Data collection for marketing products

More advancedhosters.com:
88.208.16.0/21
88.208.16.0 - 88.208.23.255

Archived thread: [webmasterworld.com...]

lucy24

6:50 pm on Dec 4, 2016 (gmt 0)

WebmasterWorld Senior Member 10+ Year Member Top Contributors Of The Month



Robots.txt: No

Actually, Yes--but you may not have noticed (or may have deliberately chosen to count it as a No) because it typically requests robots.txt a couple of days before a crawl, and then works off the same copy for quite a while. But eventually it does comply. It must, or I wouldn't have poked a (header-based) hole for it.

A more striking feature of this robot is its ongoing dimwittedness. It constantly asks for things like
/filename.html
when the true form is
/directory/filename.html
as if it can't understand relative links. It also habitually asks for pages at Site A that have never existed there, but only came into being after moving to Site B (to which most of Site A now redirects, file by file).

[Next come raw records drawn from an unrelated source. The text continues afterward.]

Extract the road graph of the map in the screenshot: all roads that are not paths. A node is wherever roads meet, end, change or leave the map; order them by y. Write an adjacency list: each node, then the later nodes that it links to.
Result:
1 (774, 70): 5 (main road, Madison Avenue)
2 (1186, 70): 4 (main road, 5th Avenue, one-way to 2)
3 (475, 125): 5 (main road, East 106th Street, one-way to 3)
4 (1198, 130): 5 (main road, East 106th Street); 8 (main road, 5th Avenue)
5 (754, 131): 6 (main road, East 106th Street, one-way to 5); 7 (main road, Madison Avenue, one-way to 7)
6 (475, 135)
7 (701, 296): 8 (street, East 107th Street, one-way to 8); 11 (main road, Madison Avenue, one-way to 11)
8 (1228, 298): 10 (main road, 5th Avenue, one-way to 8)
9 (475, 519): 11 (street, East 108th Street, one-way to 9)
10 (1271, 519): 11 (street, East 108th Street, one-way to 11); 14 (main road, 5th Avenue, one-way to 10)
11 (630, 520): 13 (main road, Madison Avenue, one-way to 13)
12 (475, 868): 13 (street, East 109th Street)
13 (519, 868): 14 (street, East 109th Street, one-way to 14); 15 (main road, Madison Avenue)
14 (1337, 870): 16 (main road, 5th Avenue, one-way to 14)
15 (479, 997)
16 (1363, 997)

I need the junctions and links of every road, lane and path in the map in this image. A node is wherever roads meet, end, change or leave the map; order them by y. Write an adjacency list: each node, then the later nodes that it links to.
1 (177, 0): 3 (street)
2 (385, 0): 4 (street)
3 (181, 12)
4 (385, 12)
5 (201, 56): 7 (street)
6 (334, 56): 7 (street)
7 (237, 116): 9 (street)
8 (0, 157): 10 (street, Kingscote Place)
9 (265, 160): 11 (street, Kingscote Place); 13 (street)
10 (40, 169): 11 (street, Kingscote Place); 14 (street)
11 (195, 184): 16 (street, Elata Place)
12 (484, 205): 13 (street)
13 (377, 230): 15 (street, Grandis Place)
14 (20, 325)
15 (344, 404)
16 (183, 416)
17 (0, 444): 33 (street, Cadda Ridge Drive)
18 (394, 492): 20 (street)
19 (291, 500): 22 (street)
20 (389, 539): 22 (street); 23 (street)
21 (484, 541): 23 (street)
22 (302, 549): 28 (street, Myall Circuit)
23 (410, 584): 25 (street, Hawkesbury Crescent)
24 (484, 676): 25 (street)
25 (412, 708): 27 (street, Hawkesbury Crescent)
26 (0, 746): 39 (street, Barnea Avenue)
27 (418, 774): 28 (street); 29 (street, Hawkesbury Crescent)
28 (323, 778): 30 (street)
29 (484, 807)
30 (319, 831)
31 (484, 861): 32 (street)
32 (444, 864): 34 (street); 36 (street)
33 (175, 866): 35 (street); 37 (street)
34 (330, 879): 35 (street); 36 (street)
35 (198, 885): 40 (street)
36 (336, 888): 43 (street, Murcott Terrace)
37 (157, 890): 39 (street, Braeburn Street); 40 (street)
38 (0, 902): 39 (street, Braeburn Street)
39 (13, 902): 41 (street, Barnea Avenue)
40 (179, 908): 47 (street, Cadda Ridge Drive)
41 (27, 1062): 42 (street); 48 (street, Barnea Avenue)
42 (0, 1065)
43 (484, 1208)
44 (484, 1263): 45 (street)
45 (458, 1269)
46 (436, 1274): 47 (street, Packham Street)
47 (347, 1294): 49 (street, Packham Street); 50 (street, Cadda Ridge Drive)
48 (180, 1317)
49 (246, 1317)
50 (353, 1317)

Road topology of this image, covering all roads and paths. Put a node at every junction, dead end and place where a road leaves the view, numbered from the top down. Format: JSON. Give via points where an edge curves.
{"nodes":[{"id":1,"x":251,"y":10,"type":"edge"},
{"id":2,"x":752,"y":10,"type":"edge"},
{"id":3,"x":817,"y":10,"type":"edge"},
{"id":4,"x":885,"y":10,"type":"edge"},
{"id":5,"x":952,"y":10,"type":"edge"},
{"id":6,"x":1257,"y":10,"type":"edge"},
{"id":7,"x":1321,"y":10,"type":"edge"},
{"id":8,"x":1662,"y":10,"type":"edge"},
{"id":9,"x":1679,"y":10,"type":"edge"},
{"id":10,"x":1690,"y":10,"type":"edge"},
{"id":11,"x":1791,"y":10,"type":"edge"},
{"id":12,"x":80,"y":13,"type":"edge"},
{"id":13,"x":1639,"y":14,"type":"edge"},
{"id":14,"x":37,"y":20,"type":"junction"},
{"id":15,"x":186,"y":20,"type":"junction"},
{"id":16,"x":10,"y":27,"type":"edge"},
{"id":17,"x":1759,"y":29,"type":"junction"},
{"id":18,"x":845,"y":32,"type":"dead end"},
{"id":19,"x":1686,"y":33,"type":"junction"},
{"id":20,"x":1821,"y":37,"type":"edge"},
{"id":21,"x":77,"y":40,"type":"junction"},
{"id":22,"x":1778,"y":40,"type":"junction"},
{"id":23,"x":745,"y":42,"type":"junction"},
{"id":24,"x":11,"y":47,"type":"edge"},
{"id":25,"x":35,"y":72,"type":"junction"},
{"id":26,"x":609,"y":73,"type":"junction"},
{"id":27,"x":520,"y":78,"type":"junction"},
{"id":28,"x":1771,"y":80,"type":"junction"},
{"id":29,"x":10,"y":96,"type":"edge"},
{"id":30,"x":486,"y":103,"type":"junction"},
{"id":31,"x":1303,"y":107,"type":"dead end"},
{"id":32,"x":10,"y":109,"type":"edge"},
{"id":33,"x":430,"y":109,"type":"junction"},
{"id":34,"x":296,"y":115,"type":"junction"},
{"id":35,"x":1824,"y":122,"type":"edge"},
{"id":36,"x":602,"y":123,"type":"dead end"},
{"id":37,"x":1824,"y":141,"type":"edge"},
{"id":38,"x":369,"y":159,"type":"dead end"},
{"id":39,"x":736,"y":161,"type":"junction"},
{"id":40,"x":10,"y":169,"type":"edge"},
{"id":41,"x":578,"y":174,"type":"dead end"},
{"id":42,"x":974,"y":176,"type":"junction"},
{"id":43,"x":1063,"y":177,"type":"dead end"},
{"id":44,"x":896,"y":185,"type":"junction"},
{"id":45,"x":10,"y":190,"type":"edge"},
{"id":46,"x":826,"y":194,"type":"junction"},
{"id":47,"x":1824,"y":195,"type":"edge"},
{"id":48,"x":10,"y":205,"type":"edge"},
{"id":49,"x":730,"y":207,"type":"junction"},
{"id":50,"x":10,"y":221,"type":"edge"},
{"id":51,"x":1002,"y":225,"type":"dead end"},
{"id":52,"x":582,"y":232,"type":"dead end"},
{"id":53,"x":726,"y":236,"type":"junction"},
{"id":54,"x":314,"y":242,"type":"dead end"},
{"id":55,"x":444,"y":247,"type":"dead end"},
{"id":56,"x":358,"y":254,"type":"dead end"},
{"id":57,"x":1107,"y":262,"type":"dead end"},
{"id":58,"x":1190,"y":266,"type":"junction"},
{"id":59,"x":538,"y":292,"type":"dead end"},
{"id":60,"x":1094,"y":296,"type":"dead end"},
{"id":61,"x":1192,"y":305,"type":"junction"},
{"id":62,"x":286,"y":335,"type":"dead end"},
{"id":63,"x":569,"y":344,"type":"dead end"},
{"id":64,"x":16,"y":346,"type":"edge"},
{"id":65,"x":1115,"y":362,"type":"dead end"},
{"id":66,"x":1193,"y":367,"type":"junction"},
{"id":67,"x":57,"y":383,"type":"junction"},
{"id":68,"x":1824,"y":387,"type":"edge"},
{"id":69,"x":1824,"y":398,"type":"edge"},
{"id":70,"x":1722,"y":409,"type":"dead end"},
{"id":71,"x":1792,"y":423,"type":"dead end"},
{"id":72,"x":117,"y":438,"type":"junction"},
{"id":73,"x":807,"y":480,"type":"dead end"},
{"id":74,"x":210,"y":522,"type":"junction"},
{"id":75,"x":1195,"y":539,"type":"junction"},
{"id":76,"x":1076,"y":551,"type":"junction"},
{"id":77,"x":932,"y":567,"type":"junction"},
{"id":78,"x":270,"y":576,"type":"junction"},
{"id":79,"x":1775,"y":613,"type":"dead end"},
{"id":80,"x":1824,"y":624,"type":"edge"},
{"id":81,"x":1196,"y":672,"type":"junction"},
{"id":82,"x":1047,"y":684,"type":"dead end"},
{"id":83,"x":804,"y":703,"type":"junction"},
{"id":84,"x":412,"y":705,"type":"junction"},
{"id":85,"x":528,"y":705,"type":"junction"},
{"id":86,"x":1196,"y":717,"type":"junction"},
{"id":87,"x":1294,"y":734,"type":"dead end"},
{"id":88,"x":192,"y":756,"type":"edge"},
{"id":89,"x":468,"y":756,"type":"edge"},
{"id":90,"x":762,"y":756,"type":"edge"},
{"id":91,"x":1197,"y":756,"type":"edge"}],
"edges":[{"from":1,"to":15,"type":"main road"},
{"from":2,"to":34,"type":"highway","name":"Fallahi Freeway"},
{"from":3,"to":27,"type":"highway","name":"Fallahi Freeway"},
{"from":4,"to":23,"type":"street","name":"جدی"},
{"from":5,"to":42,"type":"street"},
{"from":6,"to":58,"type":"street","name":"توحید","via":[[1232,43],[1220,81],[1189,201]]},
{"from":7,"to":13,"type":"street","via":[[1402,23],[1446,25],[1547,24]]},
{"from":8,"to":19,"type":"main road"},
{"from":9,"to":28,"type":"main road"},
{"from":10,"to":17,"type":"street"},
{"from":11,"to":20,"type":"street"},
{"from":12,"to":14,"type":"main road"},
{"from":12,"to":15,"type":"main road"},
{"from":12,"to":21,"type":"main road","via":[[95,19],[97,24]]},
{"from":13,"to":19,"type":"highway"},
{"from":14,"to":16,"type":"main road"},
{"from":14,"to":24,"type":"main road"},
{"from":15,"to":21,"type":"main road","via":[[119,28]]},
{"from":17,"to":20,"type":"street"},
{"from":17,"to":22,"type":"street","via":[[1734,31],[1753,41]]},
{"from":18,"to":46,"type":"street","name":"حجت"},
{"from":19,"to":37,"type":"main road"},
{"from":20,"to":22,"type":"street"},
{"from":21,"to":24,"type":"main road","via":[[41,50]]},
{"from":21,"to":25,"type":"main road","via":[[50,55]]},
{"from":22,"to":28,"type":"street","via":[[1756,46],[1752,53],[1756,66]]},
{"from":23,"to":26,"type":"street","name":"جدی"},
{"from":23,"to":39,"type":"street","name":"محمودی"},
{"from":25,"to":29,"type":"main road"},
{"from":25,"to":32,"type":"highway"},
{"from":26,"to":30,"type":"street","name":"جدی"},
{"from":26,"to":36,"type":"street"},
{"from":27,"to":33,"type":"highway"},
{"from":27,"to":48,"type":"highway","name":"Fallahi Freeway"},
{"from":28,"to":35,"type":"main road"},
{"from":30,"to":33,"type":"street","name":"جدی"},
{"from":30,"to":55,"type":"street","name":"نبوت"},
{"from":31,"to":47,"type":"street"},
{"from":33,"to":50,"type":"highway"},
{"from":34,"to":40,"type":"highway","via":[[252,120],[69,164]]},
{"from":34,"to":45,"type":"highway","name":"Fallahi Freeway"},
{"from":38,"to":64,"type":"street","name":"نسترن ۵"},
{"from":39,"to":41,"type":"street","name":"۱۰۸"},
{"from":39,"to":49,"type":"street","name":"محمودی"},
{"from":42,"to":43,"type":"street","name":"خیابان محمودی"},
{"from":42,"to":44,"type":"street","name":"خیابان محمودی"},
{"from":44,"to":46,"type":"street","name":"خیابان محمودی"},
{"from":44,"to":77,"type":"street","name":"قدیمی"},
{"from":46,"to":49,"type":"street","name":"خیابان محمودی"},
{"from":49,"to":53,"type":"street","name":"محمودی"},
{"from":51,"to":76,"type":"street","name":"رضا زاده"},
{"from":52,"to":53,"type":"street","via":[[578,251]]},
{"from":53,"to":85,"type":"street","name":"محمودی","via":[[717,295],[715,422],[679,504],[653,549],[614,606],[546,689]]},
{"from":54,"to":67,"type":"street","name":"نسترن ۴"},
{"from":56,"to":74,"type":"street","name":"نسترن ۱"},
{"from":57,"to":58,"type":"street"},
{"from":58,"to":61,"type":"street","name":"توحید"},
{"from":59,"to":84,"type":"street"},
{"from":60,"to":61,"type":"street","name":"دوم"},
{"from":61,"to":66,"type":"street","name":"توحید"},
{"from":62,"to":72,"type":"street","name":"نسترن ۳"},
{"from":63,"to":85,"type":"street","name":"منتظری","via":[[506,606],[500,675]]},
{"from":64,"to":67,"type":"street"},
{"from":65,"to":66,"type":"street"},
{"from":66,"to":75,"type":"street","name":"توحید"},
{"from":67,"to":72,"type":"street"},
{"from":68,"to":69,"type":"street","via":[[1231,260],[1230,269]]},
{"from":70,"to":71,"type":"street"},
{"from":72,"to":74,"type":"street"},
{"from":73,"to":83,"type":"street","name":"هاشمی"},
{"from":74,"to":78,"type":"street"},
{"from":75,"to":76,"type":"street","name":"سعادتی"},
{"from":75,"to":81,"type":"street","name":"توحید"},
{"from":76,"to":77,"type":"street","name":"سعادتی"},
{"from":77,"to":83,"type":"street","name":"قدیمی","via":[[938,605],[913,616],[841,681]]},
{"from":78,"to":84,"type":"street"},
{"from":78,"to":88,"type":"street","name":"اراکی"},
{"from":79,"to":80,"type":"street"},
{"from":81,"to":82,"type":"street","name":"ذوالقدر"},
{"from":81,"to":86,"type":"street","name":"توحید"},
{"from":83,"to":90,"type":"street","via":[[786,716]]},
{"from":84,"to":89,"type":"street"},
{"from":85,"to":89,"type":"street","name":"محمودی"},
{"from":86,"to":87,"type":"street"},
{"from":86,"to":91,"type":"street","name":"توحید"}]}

With all this, it's surprising that it does seem to know how to pick its name out of a list, as in
User-Agent: something
User-Agent: SemrushBot
User-Agent: something-else
Disallow: blahblah

(Aside: To date, I've only met one robot that doesn't understand this construction, but does become compliant when given a "Disallow" block of its own.)

keyplyr

11:26 pm on Dec 4, 2016 (gmt 0)

WebmasterWorld Senior Member 10+ Year Member Top Contributors Of The Month



This bot has no benefit for my interests so it does not get through the filters but it would be logged if it ever requested robots.txt.

The only reason I might not notice would be if it was stealth in some manner. I do get a few robots.txt requests from browser spoofs every day & I freely allow this file to be accessible to any/all.

However if the UA/IP goes on to get caught in a filter, their history is logged... thus I see if they requested robots.txt but it would need to be with the same UA/IP otherwise an agent could come in under a spoofed UA, get robots.txt, then come back later under a different UA/IP and attempt a crawl & get caught but I would not know they came by with different credentials earlier to get robots.txt - nor would I care (in most cases.) whew!

gesh

4:00 am on Dec 8, 2016 (gmt 0)

10+ Year Member



The bot does request robots.txt but the request comes from different IP in the same range. It uses the same user agent when fetching robots.txt and other files.

keyplyr

7:13 am on Dec 8, 2016 (gmt 0)

WebmasterWorld Senior Member 10+ Year Member Top Contributors Of The Month



Good to know about requesting robots.txt. Thanks for the input. If this agent comes around my properties again, I 'll give it extra attention.

Requesting robots.txt, and more so following the directives, is fundamental to the rights of webmasters.

<added>

While I didn't find this UA 's request for robots.txt, the disallow is there (updated 3 weeks ago) so if in fact this agent did request it (even from a different IP address) robots.txt was not obeyed, so the block stays up.